## WHAT YOU WILL DO:
These records need to be repeated exactly, every one of them.

*** DATASET CONTENT ***

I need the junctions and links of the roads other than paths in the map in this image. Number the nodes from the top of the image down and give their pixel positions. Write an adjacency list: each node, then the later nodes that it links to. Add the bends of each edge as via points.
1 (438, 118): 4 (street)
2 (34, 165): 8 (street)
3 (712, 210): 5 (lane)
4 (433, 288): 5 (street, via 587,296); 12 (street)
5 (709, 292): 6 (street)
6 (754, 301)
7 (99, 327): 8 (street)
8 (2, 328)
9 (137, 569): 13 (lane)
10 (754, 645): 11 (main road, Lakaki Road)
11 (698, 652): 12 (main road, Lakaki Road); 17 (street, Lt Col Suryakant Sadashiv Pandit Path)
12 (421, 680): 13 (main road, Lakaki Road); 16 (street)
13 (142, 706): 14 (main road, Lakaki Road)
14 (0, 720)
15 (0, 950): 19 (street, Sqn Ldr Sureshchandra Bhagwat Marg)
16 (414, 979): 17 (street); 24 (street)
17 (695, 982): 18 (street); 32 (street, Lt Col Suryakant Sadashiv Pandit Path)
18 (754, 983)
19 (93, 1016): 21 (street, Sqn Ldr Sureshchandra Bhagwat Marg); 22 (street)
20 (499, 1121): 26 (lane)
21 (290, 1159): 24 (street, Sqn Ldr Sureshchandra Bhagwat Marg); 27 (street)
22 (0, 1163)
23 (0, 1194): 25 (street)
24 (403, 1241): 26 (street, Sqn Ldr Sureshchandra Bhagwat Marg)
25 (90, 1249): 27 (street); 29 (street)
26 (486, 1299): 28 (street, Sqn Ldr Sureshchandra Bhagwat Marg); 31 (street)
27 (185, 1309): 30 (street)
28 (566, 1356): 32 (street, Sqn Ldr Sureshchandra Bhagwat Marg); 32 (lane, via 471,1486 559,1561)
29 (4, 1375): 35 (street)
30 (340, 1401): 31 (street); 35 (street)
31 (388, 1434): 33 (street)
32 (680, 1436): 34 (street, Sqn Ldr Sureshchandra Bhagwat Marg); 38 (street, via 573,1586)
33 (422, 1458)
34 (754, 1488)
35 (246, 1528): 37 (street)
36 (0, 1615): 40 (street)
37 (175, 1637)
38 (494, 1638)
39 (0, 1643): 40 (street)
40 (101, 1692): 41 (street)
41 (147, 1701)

*** End of DATASET CONTENT ***

## ANSWER SPACE:
I need the junctions and links of the roads other than paths in the map in this image. Number the nodes from the top of the image down and give their pixel positions. Write an adjacency list: each node, then the later nodes that it links to. Add the bends of each edge as via points.
1 (438, 118): 4 (street)
2 (34, 165): 8 (street)
3 (712, 210): 5 (lane)
4 (433, 288): 5 (street, via 587,296); 12 (street)
5 (709, 292): 6 (street)
6 (754, 301)
7 (99, 327): 8 (street)
8 (2, 328)
9 (137, 569): 13 (lane)
10 (754, 645): 11 (main road, Lakaki Road)
11 (698, 652): 12 (main road, Lakaki Road); 17 (street, Lt Col Suryakant Sadashiv Pandit Path)
12 (421, 680): 13 (main road, Lakaki Road); 16 (street)
13 (142, 706): 14 (main road, Lakaki Road)
14 (0, 720)
15 (0, 950): 19 (street, Sqn Ldr Sureshchandra Bhagwat Marg)
16 (414, 979): 17 (street); 24 (street)
17 (695, 982): 18 (street); 32 (street, Lt Col Suryakant Sadashiv Pandit Path)
18 (754, 983)
19 (93, 1016): 21 (street, Sqn Ldr Sureshchandra Bhagwat Marg); 22 (street)
20 (499, 1121): 26 (lane)
21 (290, 1159): 24 (street, Sqn Ldr Sureshchandra Bhagwat Marg); 27 (street)
22 (0, 1163)
23 (0, 1194): 25 (street)
24 (403, 1241): 26 (street, Sqn Ldr Sureshchandra Bhagwat Marg)
25 (90, 1249): 27 (street); 29 (street)
26 (486, 1299): 28 (street, Sqn Ldr Sureshchandra Bhagwat Marg); 31 (street)
27 (185, 1309): 30 (street)
28 (566, 1356): 32 (street, Sqn Ldr Sureshchandra Bhagwat Marg); 32 (lane, via 471,1486 559,1561)
29 (4, 1375): 35 (street)
30 (340, 1401): 31 (street); 35 (street)
31 (388, 1434): 33 (street)
32 (680, 1436): 34 (street, Sqn Ldr Sureshchandra Bhagwat Marg); 38 (street, via 573,1586)
33 (422, 1458)
34 (754, 1488)
35 (246, 1528): 37 (street)
36 (0, 1615): 40 (street)
37 (175, 1637)
38 (494, 1638)
39 (0, 1643): 40 (street)
40 (101, 1692): 41 (street)
41 (147, 1701)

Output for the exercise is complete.